=== Section Start ===
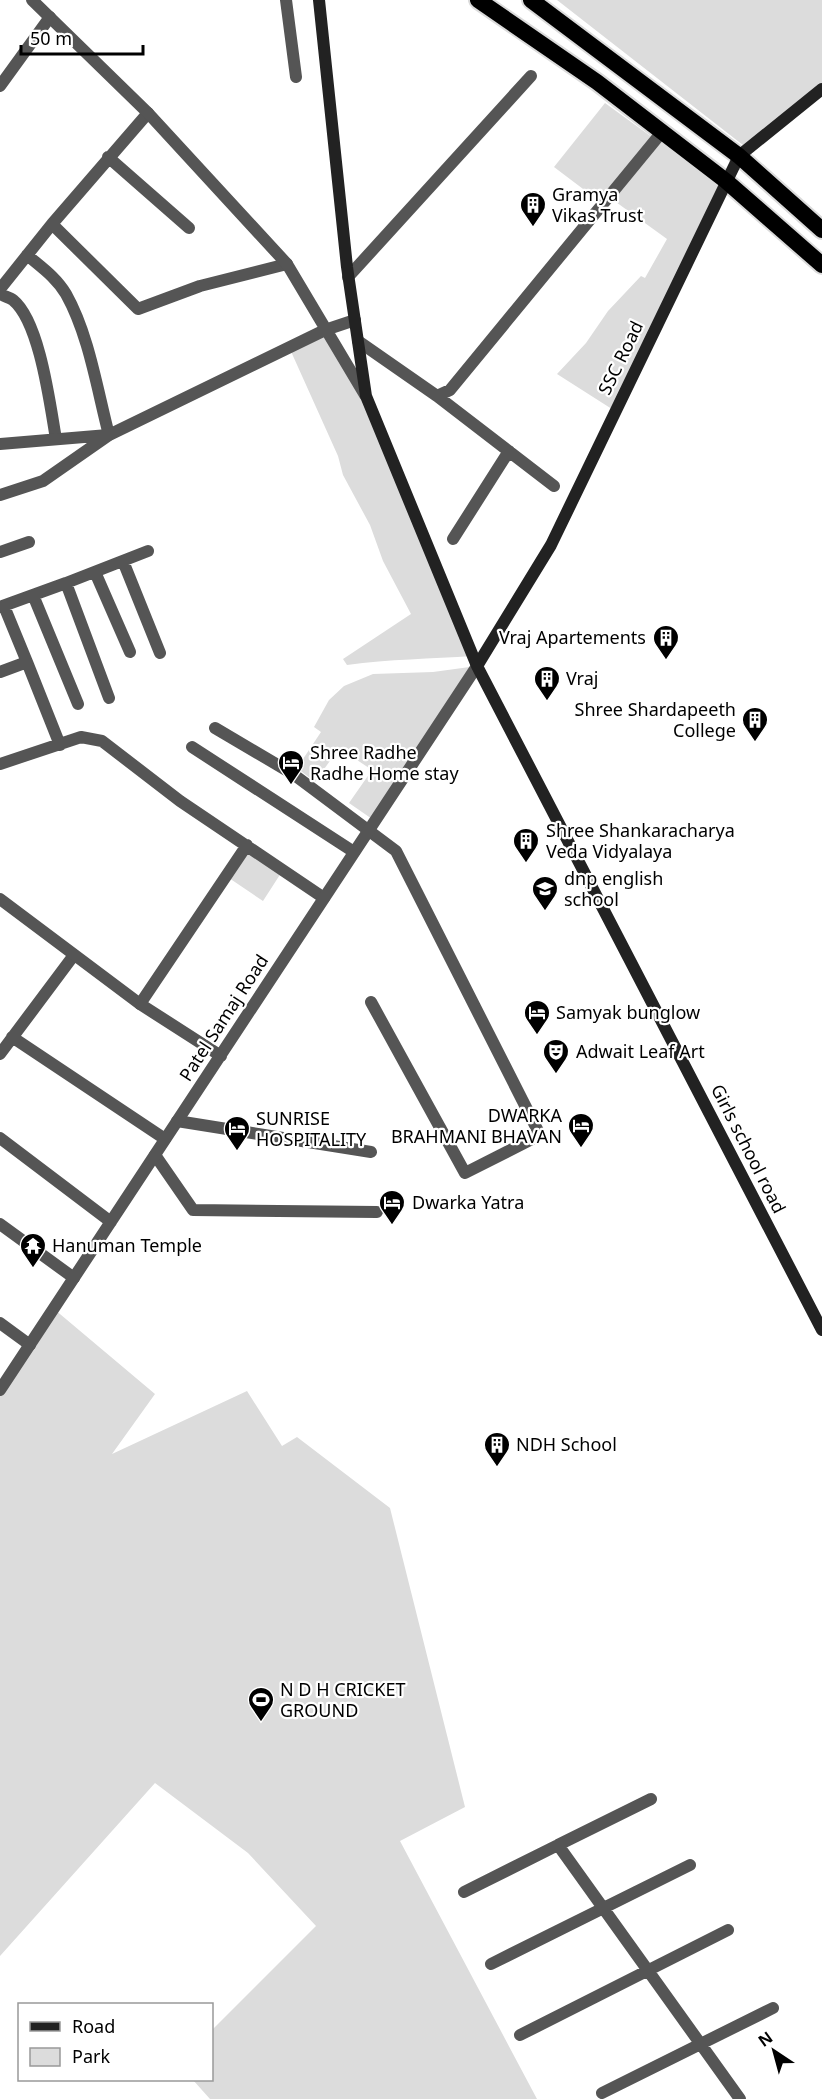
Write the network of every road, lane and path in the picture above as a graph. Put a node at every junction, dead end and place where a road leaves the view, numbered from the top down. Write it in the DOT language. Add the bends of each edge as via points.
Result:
graph roads {
  1 [pos="32,0"];
  2 [pos="286,0"];
  3 [pos="319,0"];
  4 [pos="478,0"];
  5 [pos="531,0"];
  6 [pos="50,17"];
  7 [pos="531,76"];
  8 [pos="296,77"];
  9 [pos="0,86"];
  10 [pos="822,88"];
  11 [pos="148,113"];
  12 [pos="662,132"];
  13 [pos="739,156"];
  14 [pos="108,157"];
  15 [pos="726,180"];
  16 [pos="52,224"];
  17 [pos="189,228"];
  18 [pos="822,230"];
  19 [pos="27,255"];
  20 [pos="287,264"];
  21 [pos="822,265"];
  22 [pos="348,277"];
  23 [pos="0,289"];
  24 [pos="0,294"];
  25 [pos="355,320"];
  26 [pos="325,330"];
  27 [pos="358,341"];
  28 [pos="366,396"];
  29 [pos="437,396"];
  30 [pos="109,435"];
  31 [pos="56,439"];
  32 [pos="0,444"];
  33 [pos="509,451"];
  34 [pos="554,486"];
  35 [pos="0,495"];
  36 [pos="453,539"];
  37 [pos="28,542"];
  38 [pos="148,551"];
  39 [pos="0,552"];
  40 [pos="123,561"];
  41 [pos="95,572"];
  42 [pos="66,583"];
  43 [pos="33,595"];
  44 [pos="2,606"];
  45 [pos="130,652"];
  46 [pos="160,653"];
  47 [pos="27,662"];
  48 [pos="477,666"];
  49 [pos="0,672"];
  50 [pos="109,698"];
  51 [pos="78,704"];
  52 [pos="216,728"];
  53 [pos="60,745"];
  54 [pos="192,747"];
  55 [pos="0,765"];
  56 [pos="369,830"];
  57 [pos="247,845"];
  58 [pos="354,852"];
  59 [pos="324,898"];
  60 [pos="0,899"];
  61 [pos="74,955"];
  62 [pos="371,1002"];
  63 [pos="140,1004"];
  64 [pos="12,1037"];
  65 [pos="0,1054"];
  66 [pos="220,1056"];
  67 [pos="177,1121"];
  68 [pos="0,1138"];
  69 [pos="165,1139"];
  70 [pos="371,1152"];
  71 [pos="155,1155"];
  72 [pos="377,1212"];
  73 [pos="111,1222"];
  74 [pos="0,1224"];
  75 [pos="74,1278"];
  76 [pos="0,1323"];
  77 [pos="822,1330"];
  78 [pos="30,1345"];
  79 [pos="0,1390"];
  80 [pos="651,1799"];
  81 [pos="558,1845"];
  82 [pos="690,1865"];
  83 [pos="464,1892"];
  84 [pos="603,1908"];
  85 [pos="728,1930"];
  86 [pos="491,1964"];
  87 [pos="647,1970"];
  88 [pos="773,2008"];
  89 [pos="520,2035"];
  90 [pos="700,2044"];
  91 [pos="602,2093"];
  92 [pos="740,2099"];
  1 -- 6 [label="street"];
  2 -- 8 [label="street"];
  3 -- 22 [label="main road, Girls school road"];
  4 -- 12 [label="highway"];
  5 -- 13 [label="highway"];
  6 -- 9 [label="street"];
  6 -- 11 [label="street"];
  7 -- 22 [label="street"];
  10 -- 13 [label="main road, SSC Road"];
  11 -- 14 [label="street"];
  11 -- 20 [label="street"];
  12 -- 15 [label="highway"];
  12 -- 29 [label="street" via="450,390"];
  13 -- 15 [label="main road, SSC Road"];
  13 -- 18 [label="highway"];
  14 -- 16 [label="street"];
  14 -- 17 [label="street"];
  15 -- 21 [label="highway"];
  15 -- 48 [label="main road, SSC Road" via="551,544"];
  16 -- 19 [label="street"];
  16 -- 20 [label="street" via="138,309 200,286"];
  19 -- 23 [label="street"];
  19 -- 30 [label="street" via="51,273 77,319"];
  20 -- 26 [label="street"];
  22 -- 25 [label="main road, Girls school road"];
  24 -- 31 [label="street" via="13,300 25,317 44,366"];
  25 -- 26 [label="street"];
  25 -- 27 [label="main road, Girls school road"];
  26 -- 28 [label="street"];
  26 -- 30 [label="street"];
  27 -- 28 [label="main road, Girls school road"];
  27 -- 29 [label="street"];
  28 -- 48 [label="main road, Girls school road"];
  29 -- 33 [label="street"];
  30 -- 31 [label="street"];
  30 -- 35 [label="street" via="43,481"];
  31 -- 32 [label="street"];
  33 -- 34 [label="street"];
  33 -- 36 [label="street"];
  37 -- 39 [label="street"];
  38 -- 40 [label="street"];
  40 -- 41 [label="street"];
  40 -- 46 [label="street"];
  41 -- 42 [label="street"];
  41 -- 45 [label="street"];
  42 -- 43 [label="street"];
  42 -- 50 [label="street"];
  43 -- 44 [label="street"];
  43 -- 51 [label="street"];
  44 -- 47 [label="street"];
  47 -- 49 [label="street"];
  47 -- 53 [label="street"];
  48 -- 56 [label="street, Patel Samaj Road"];
  48 -- 77 [label="main road, Girls school road"];
  52 -- 56 [label="street" via="292,774"];
  53 -- 55 [label="street"];
  53 -- 57 [label="street" via="81,737 102,741 180,801"];
  54 -- 58 [label="street"];
  56 -- 58 [label="street, Patel Samaj Road"];
  56 -- 62 [label="street" via="396,850 540,1134 465,1173"];
  57 -- 59 [label="street"];
  57 -- 63 [label="street"];
  58 -- 59 [label="street, Patel Samaj Road"];
  59 -- 66 [label="street, Patel Samaj Road"];
  60 -- 61 [label="street"];
  61 -- 63 [label="street"];
  61 -- 64 [label="street"];
  63 -- 66 [label="street"];
  64 -- 65 [label="street"];
  64 -- 69 [label="street"];
  66 -- 67 [label="street, Patel Samaj Road"];
  67 -- 69 [label="street, Patel Samaj Road"];
  67 -- 70 [label="street"];
  68 -- 73 [label="street"];
  69 -- 71 [label="street, Patel Samaj Road"];
  71 -- 72 [label="street" via="193,1210"];
  71 -- 73 [label="street, Patel Samaj Road"];
  73 -- 75 [label="street, Patel Samaj Road"];
  74 -- 75 [label="street"];
  75 -- 78 [label="street, Patel Samaj Road"];
  76 -- 78 [label="street"];
  78 -- 79 [label="street, Patel Samaj Road"];
  80 -- 81 [label="street"];
  81 -- 83 [label="street"];
  81 -- 84 [label="street"];
  82 -- 84 [label="street"];
  84 -- 86 [label="street"];
  84 -- 87 [label="street"];
  85 -- 87 [label="street"];
  87 -- 89 [label="street"];
  87 -- 90 [label="street"];
  88 -- 90 [label="street"];
  90 -- 91 [label="street"];
  90 -- 92 [label="street"];
}
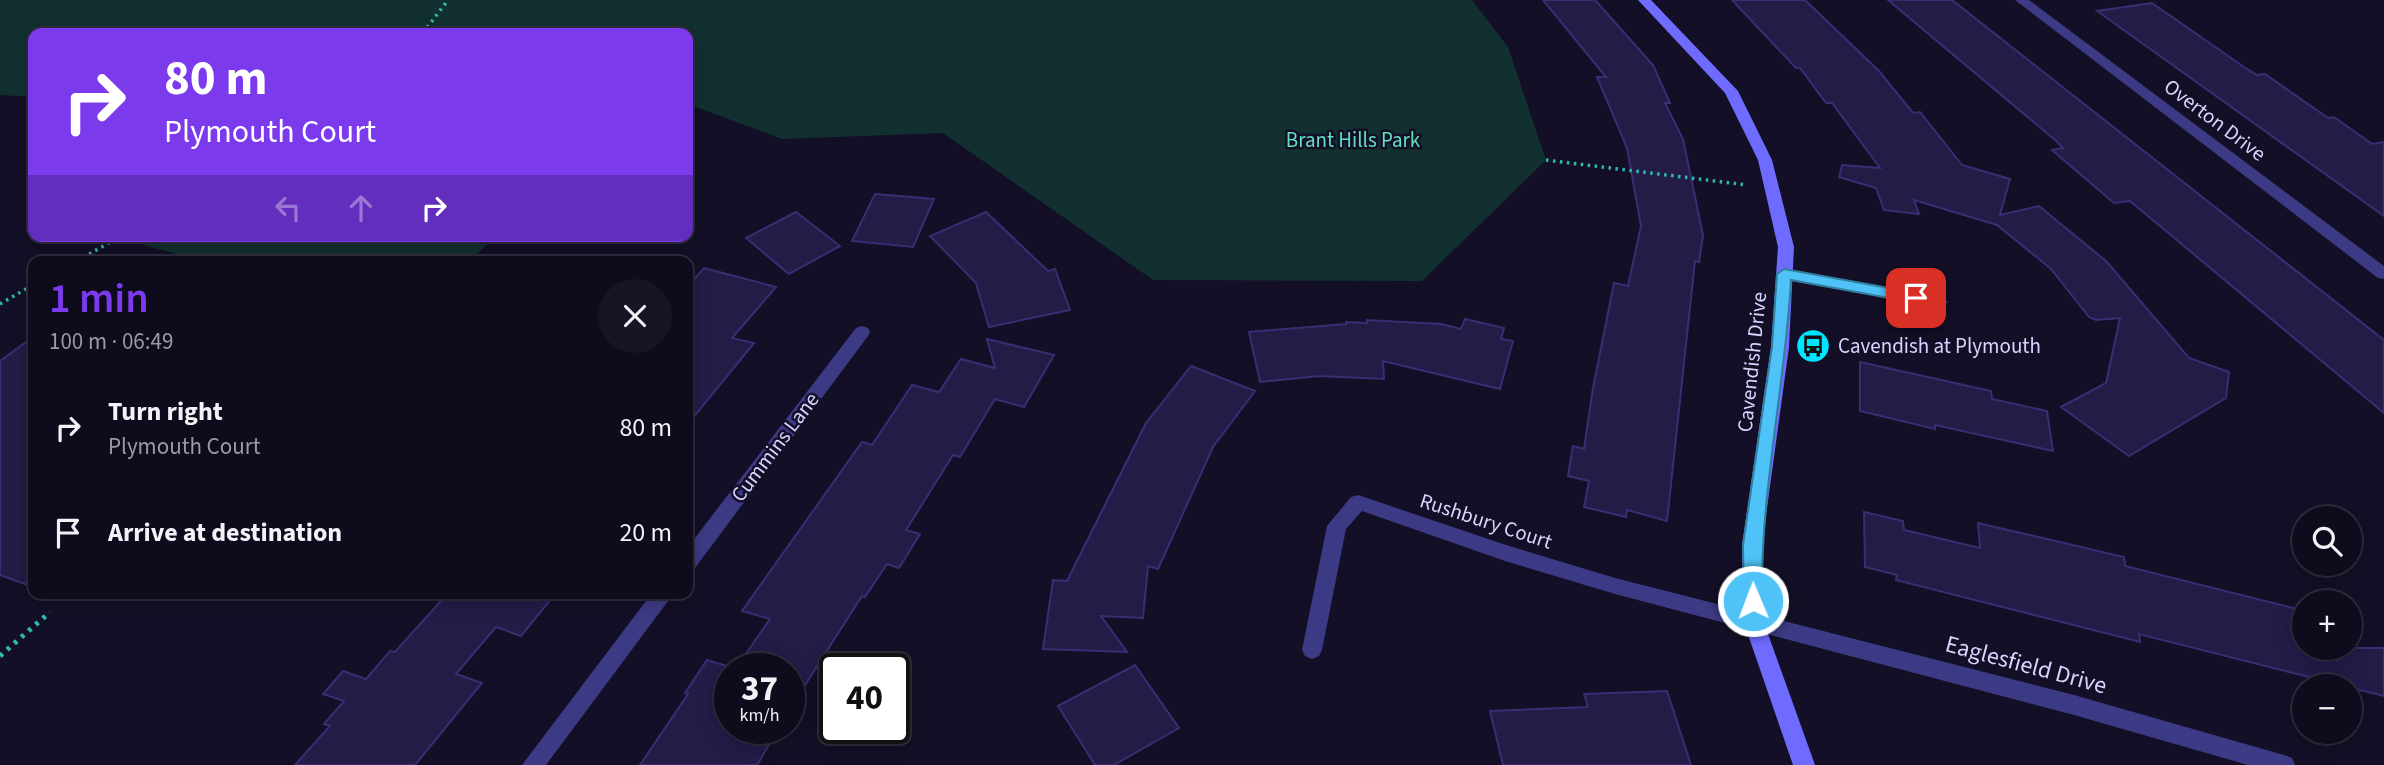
=== Section End ===
What this task involves |
Are you able to set down all the lines above exactly, without any pictures?

Response |
Write the network of every road, lane and path in the picture above as a graph. Put a node at every junction, dead end and place where a road leaves the view, numbered from the top down. Write it in the DOT language. Add the bends of each edge as via points.
Result:
graph roads {
  1 [pos="32,0"];
  2 [pos="286,0"];
  3 [pos="319,0"];
  4 [pos="478,0"];
  5 [pos="531,0"];
  6 [pos="50,17"];
  7 [pos="531,76"];
  8 [pos="296,77"];
  9 [pos="0,86"];
  10 [pos="822,88"];
  11 [pos="148,113"];
  12 [pos="662,132"];
  13 [pos="739,156"];
  14 [pos="108,157"];
  15 [pos="726,180"];
  16 [pos="52,224"];
  17 [pos="189,228"];
  18 [pos="822,230"];
  19 [pos="27,255"];
  20 [pos="287,264"];
  21 [pos="822,265"];
  22 [pos="348,277"];
  23 [pos="0,289"];
  24 [pos="0,294"];
  25 [pos="355,320"];
  26 [pos="325,330"];
  27 [pos="358,341"];
  28 [pos="366,396"];
  29 [pos="437,396"];
  30 [pos="109,435"];
  31 [pos="56,439"];
  32 [pos="0,444"];
  33 [pos="509,451"];
  34 [pos="554,486"];
  35 [pos="0,495"];
  36 [pos="453,539"];
  37 [pos="28,542"];
  38 [pos="148,551"];
  39 [pos="0,552"];
  40 [pos="123,561"];
  41 [pos="95,572"];
  42 [pos="66,583"];
  43 [pos="33,595"];
  44 [pos="2,606"];
  45 [pos="130,652"];
  46 [pos="160,653"];
  47 [pos="27,662"];
  48 [pos="477,666"];
  49 [pos="0,672"];
  50 [pos="109,698"];
  51 [pos="78,704"];
  52 [pos="216,728"];
  53 [pos="60,745"];
  54 [pos="192,747"];
  55 [pos="0,765"];
  56 [pos="369,830"];
  57 [pos="247,845"];
  58 [pos="354,852"];
  59 [pos="324,898"];
  60 [pos="0,899"];
  61 [pos="74,955"];
  62 [pos="371,1002"];
  63 [pos="140,1004"];
  64 [pos="12,1037"];
  65 [pos="0,1054"];
  66 [pos="220,1056"];
  67 [pos="177,1121"];
  68 [pos="0,1138"];
  69 [pos="165,1139"];
  70 [pos="371,1152"];
  71 [pos="155,1155"];
  72 [pos="377,1212"];
  73 [pos="111,1222"];
  74 [pos="0,1224"];
  75 [pos="74,1278"];
  76 [pos="0,1323"];
  77 [pos="822,1330"];
  78 [pos="30,1345"];
  79 [pos="0,1390"];
  80 [pos="651,1799"];
  81 [pos="558,1845"];
  82 [pos="690,1865"];
  83 [pos="464,1892"];
  84 [pos="603,1908"];
  85 [pos="728,1930"];
  86 [pos="491,1964"];
  87 [pos="647,1970"];
  88 [pos="773,2008"];
  89 [pos="520,2035"];
  90 [pos="700,2044"];
  91 [pos="602,2093"];
  92 [pos="740,2099"];
  1 -- 6 [label="street"];
  2 -- 8 [label="street"];
  3 -- 22 [label="main road, Girls school road"];
  4 -- 12 [label="highway"];
  5 -- 13 [label="highway"];
  6 -- 9 [label="street"];
  6 -- 11 [label="street"];
  7 -- 22 [label="street"];
  10 -- 13 [label="main road, SSC Road"];
  11 -- 14 [label="street"];
  11 -- 20 [label="street"];
  12 -- 15 [label="highway"];
  12 -- 29 [label="street" via="450,390"];
  13 -- 15 [label="main road, SSC Road"];
  13 -- 18 [label="highway"];
  14 -- 16 [label="street"];
  14 -- 17 [label="street"];
  15 -- 21 [label="highway"];
  15 -- 48 [label="main road, SSC Road" via="551,544"];
  16 -- 19 [label="street"];
  16 -- 20 [label="street" via="138,309 200,286"];
  19 -- 23 [label="street"];
  19 -- 30 [label="street" via="51,273 77,319"];
  20 -- 26 [label="street"];
  22 -- 25 [label="main road, Girls school road"];
  24 -- 31 [label="street" via="13,300 25,317 44,366"];
  25 -- 26 [label="street"];
  25 -- 27 [label="main road, Girls school road"];
  26 -- 28 [label="street"];
  26 -- 30 [label="street"];
  27 -- 28 [label="main road, Girls school road"];
  27 -- 29 [label="street"];
  28 -- 48 [label="main road, Girls school road"];
  29 -- 33 [label="street"];
  30 -- 31 [label="street"];
  30 -- 35 [label="street" via="43,481"];
  31 -- 32 [label="street"];
  33 -- 34 [label="street"];
  33 -- 36 [label="street"];
  37 -- 39 [label="street"];
  38 -- 40 [label="street"];
  40 -- 41 [label="street"];
  40 -- 46 [label="street"];
  41 -- 42 [label="street"];
  41 -- 45 [label="street"];
  42 -- 43 [label="street"];
  42 -- 50 [label="street"];
  43 -- 44 [label="street"];
  43 -- 51 [label="street"];
  44 -- 47 [label="street"];
  47 -- 49 [label="street"];
  47 -- 53 [label="street"];
  48 -- 56 [label="street, Patel Samaj Road"];
  48 -- 77 [label="main road, Girls school road"];
  52 -- 56 [label="street" via="292,774"];
  53 -- 55 [label="street"];
  53 -- 57 [label="street" via="81,737 102,741 180,801"];
  54 -- 58 [label="street"];
  56 -- 58 [label="street, Patel Samaj Road"];
  56 -- 62 [label="street" via="396,850 540,1134 465,1173"];
  57 -- 59 [label="street"];
  57 -- 63 [label="street"];
  58 -- 59 [label="street, Patel Samaj Road"];
  59 -- 66 [label="street, Patel Samaj Road"];
  60 -- 61 [label="street"];
  61 -- 63 [label="street"];
  61 -- 64 [label="street"];
  63 -- 66 [label="street"];
  64 -- 65 [label="street"];
  64 -- 69 [label="street"];
  66 -- 67 [label="street, Patel Samaj Road"];
  67 -- 69 [label="street, Patel Samaj Road"];
  67 -- 70 [label="street"];
  68 -- 73 [label="street"];
  69 -- 71 [label="street, Patel Samaj Road"];
  71 -- 72 [label="street" via="193,1210"];
  71 -- 73 [label="street, Patel Samaj Road"];
  73 -- 75 [label="street, Patel Samaj Road"];
  74 -- 75 [label="street"];
  75 -- 78 [label="street, Patel Samaj Road"];
  76 -- 78 [label="street"];
  78 -- 79 [label="street, Patel Samaj Road"];
  80 -- 81 [label="street"];
  81 -- 83 [label="street"];
  81 -- 84 [label="street"];
  82 -- 84 [label="street"];
  84 -- 86 [label="street"];
  84 -- 87 [label="street"];
  85 -- 87 [label="street"];
  87 -- 89 [label="street"];
  87 -- 90 [label="street"];
  88 -- 90 [label="street"];
  90 -- 91 [label="street"];
  90 -- 92 [label="street"];
}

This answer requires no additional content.